Preferably, the generation of the IVC automatic positioning unit on the inferior vena cava sampling line specifically includes:

in the preprocessed IVC multi-frame ultrasonic image, an edge detection technology is adopted to locate a lower vena cava region, the lower vena cava region is separated from surrounding tissues, after the lower vena cava region is determined, the edge of the lower vena cava region is detected through a canny algorithm, the upper wall of a blood vessel and the lower wall of the lower vena cava are obtained, curve fitting is carried out on the detected upper wall of the blood vessel and the lower wall of the lower vena cava, the angles of the upper wall of the blood vessel and the lower wall of the blood vessel are determined, finally, the curve obtained through fitting is perpendicular to the angle of the upper wall of the blood vessel and the lower wall of the lower vena cava, and a lower vena sampling line is generated and displayed.

Preferably, the IVC automatic measurement unit determines the diameter of the IVC, specifically comprising:

taking P0 as a center of a circle, increasing step by step, calculating the standard deviation of the gray scales of each pixel in the circular ring every time the standard deviation is increased step by step, comparing the standard deviation with the gray scale difference of the previous step, when one direction of the circular ring is contacted with the edge, the standard deviation of the gray scales of the pixels is changed greatly, wherein the standard deviation of the gray scales of the pixels is increased by 50%, the circular ring is not increased any more but moves in the opposite direction, and the circular ring is circulated until the circular ring is contacted with the edge and the edge, the center of the circular ring is positioned on the edge line, and the contact point of the circular ring, the edge and the edge is P _u ，p ₁ The outer diameter of the ring is equal to the outer diameter of the edge, and the outer diameter of the ring is equal to the diameter of the edge, that is, the outer diameter of the ring is the diameter of the IVC.

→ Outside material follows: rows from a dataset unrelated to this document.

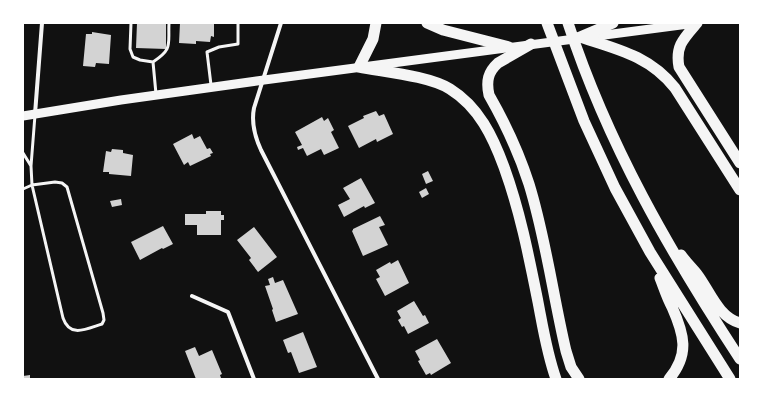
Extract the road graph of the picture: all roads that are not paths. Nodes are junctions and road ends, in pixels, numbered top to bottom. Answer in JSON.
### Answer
{"nodes":[{"id":1,"x":42,"y":23,"type":"edge"},
{"id":2,"x":131,"y":23,"type":"edge"},
{"id":3,"x":169,"y":23,"type":"edge"},
{"id":4,"x":238,"y":23,"type":"edge"},
{"id":5,"x":281,"y":23,"type":"edge"},
{"id":6,"x":376,"y":23,"type":"edge"},
{"id":7,"x":427,"y":23,"type":"edge"},
{"id":8,"x":547,"y":23,"type":"edge"},
{"id":9,"x":568,"y":23,"type":"edge"},
{"id":10,"x":613,"y":23,"type":"edge"},
{"id":11,"x":696,"y":23,"type":"edge"},
{"id":12,"x":580,"y":37,"type":"junction"},
{"id":13,"x":531,"y":44,"type":"junction"},
{"id":14,"x":509,"y":47,"type":"junction"},
{"id":15,"x":153,"y":62,"type":"junction"},
{"id":16,"x":360,"y":67,"type":"junction"},
{"id":17,"x":264,"y":80,"type":"junction"},
{"id":18,"x":212,"y":87,"type":"junction"},
{"id":19,"x":156,"y":95,"type":"junction"},
{"id":20,"x":35,"y":114,"type":"junction"},
{"id":21,"x":23,"y":116,"type":"edge"},
{"id":22,"x":23,"y":153,"type":"edge"},
{"id":23,"x":740,"y":163,"type":"edge"},
{"id":24,"x":31,"y":166,"type":"junction"},
{"id":25,"x":32,"y":185,"type":"junction"},
{"id":26,"x":23,"y":189,"type":"edge"},
{"id":27,"x":740,"y":190,"type":"edge"},
{"id":28,"x":663,"y":235,"type":"junction"},
{"id":29,"x":650,"y":252,"type":"junction"},
{"id":30,"x":192,"y":296,"type":"dead end"},
{"id":31,"x":740,"y":323,"type":"edge"},
{"id":32,"x":740,"y":359,"type":"edge"},
{"id":33,"x":254,"y":379,"type":"edge"},
{"id":34,"x":378,"y":379,"type":"edge"},
{"id":35,"x":556,"y":379,"type":"edge"},
{"id":36,"x":579,"y":379,"type":"edge"},
{"id":37,"x":669,"y":379,"type":"edge"},
{"id":38,"x":730,"y":379,"type":"edge"}],
"edges":[{"from":1,"to":20,"type":"street"},
{"from":2,"to":15,"type":"lane"},
{"from":3,"to":15,"type":"lane"},
{"from":4,"to":18,"type":"lane"},
{"from":5,"to":17,"type":"street"},
{"from":6,"to":16,"type":"highway"},
{"from":7,"to":14,"type":"highway"},
{"from":8,"to":29,"type":"highway"},
{"from":9,"to":28,"type":"highway"},
{"from":10,"to":12,"type":"highway"},
{"from":11,"to":12,"type":"main road"},
{"from":11,"to":23,"type":"highway"},
{"from":12,"to":13,"type":"main road"},
{"from":12,"to":27,"type":"highway"},
{"from":13,"to":14,"type":"main road"},
{"from":13,"to":36,"type":"highway"},
{"from":14,"to":16,"type":"main road"},
{"from":15,"to":19,"type":"lane"},
{"from":16,"to":17,"type":"main road"},
{"from":16,"to":35,"type":"highway"},
{"from":17,"to":18,"type":"main road"},
{"from":17,"to":34,"type":"street"},
{"from":18,"to":19,"type":"main road"},
{"from":19,"to":20,"type":"main road"},
{"from":20,"to":21,"type":"main road"},
{"from":20,"to":24,"type":"lane"},
{"from":22,"to":24,"type":"lane"},
{"from":24,"to":25,"type":"lane"},
{"from":25,"to":25,"type":"lane"},
{"from":25,"to":26,"type":"lane"},
{"from":28,"to":31,"type":"highway"},
{"from":28,"to":32,"type":"highway"},
{"from":29,"to":37,"type":"highway"},
{"from":29,"to":38,"type":"highway"},
{"from":30,"to":33,"type":"street"}]}
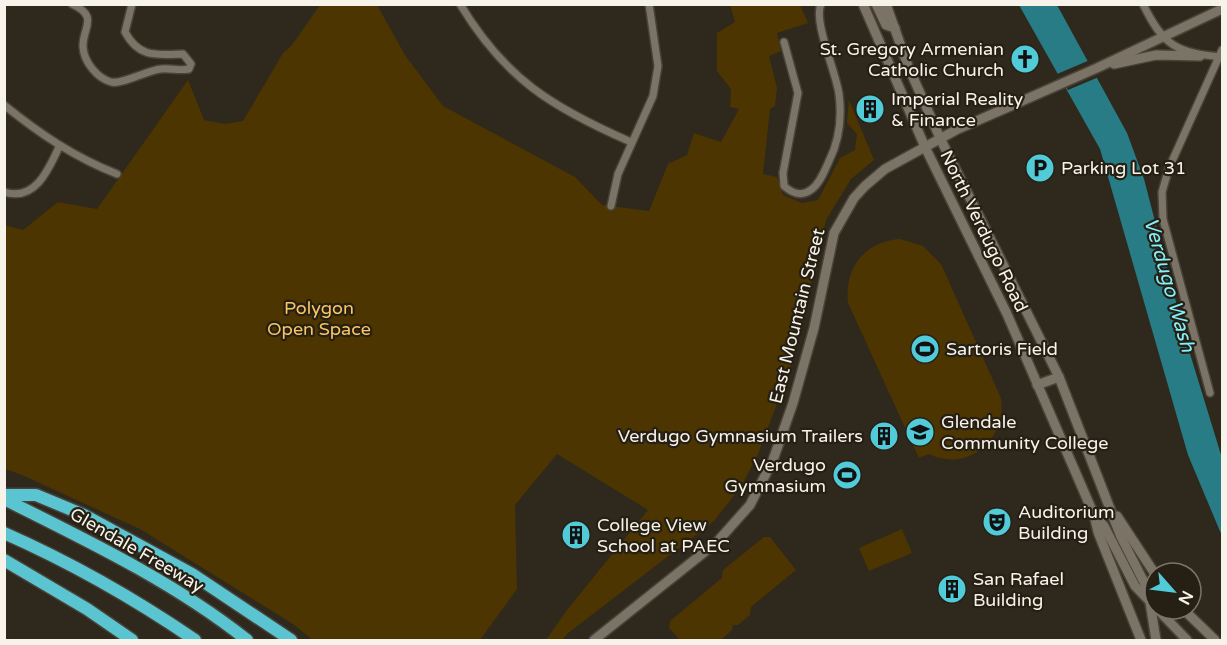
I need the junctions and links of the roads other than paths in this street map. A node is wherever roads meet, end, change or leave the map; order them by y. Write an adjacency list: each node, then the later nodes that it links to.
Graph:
1 (72, 4): 2 (street)
2 (132, 4)
3 (460, 4): 19 (street)
4 (649, 4): 19 (street)
5 (863, 4): 21 (main road, North Verdugo Road)
6 (876, 4): 11 (main road)
7 (886, 4): 11 (main road, North Verdugo Road)
8 (1143, 4): 12 (street)
9 (818, 6): 13 (street)
10 (1222, 9): 12 (main road, East Mountain Street)
11 (895, 28): 18 (main road, North Verdugo Road)
12 (1160, 36): 15 (street); 16 (main road, East Mountain Street)
13 (784, 42)
14 (1221, 55): 15 (street); 27 (street)
15 (1200, 56): 16 (main road)
16 (1097, 68): 18 (main road, East Mountain Street)
17 (4, 105): 20 (street)
18 (940, 138): 21 (main road, East Mountain Street); 25 (main road, North Verdugo Road)
19 (632, 142): 24 (street)
20 (59, 147): 22 (street); 23 (street)
21 (925, 147): 26 (main road, North Verdugo Road); 43 (main road, East Mountain Street)
22 (117, 174)
23 (4, 192)
24 (611, 206)
25 (1059, 377): 26 (main road); 29 (main road, North Verdugo Road)
26 (1037, 386): 30 (main road, North Verdugo Road)
27 (1210, 393)
28 (4, 497): 41 (highway, Glendale Freeway); 42 (highway)
29 (1113, 510): 33 (main road); 34 (main road, North Verdugo Road)
30 (1094, 515): 35 (main road); 44 (main road, North Verdugo Road)
31 (4, 533): 40 (highway)
32 (4, 560): 39 (highway)
33 (1146, 561)
34 (1143, 578)
35 (1143, 595)
36 (1153, 621): 45 (main road, North Verdugo Road)
37 (1167, 621): 46 (main road)
38 (1195, 621): 47 (main road)
39 (132, 640)
40 (195, 640)
41 (247, 640)
42 (291, 640)
43 (594, 640)
44 (1141, 640)
45 (1156, 640)
46 (1187, 640)
47 (1215, 640)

Preferably, the IVC motion tracking unit specifically includes:

at p _u And p ₁ For reference points, two containing p are respectively generated _u And p ₁ Is denoted as w _u And w ₁ Wherein w is _u And w ₁ In the following NCC algorithm, the selection of sampling window is critical, the ratio of the peripheral membrane to the peripheral membrane is determined according to the size of the peripheral membrane covered by two points of the peripheral membrane and the size of the peripheral membrane covered by the peripheral membrane, and w is calculated by NCC algorithm _u And w ₁ Thereby acquiring motion and diameter variation of the IVC;

a group of one-dimensional signals, namely gray values on a straight line, are researched, a group of one-dimensional signals are selected to be used as reference and comparison respectively, the gray area is used for describing the overlapping between the two groups of signals, a moving window intercepts a part of reference signals or comparison signals, and the reference signals or the comparison signals are marked as f _n And g _n Wherein n is a sample index, n is not less than 1 and not more than M, M is the total sample amount, f _n And g _n Is defined as the NCC coefficient of (C)The reference window is [ u, u+w-1 ]]Where u is the origin of the reference window, where w is the window size, β is the deviation of the comparison window from the reference window, [ β ] ₁ ，β ₂ ]For the search amplitude determined from the physiological shift amplitude, based on NCC, the dynamic movement of the target in two dimensions is calculated as w _u And w ₁ For reference, the diameter of the IVC in each frame can be calculated.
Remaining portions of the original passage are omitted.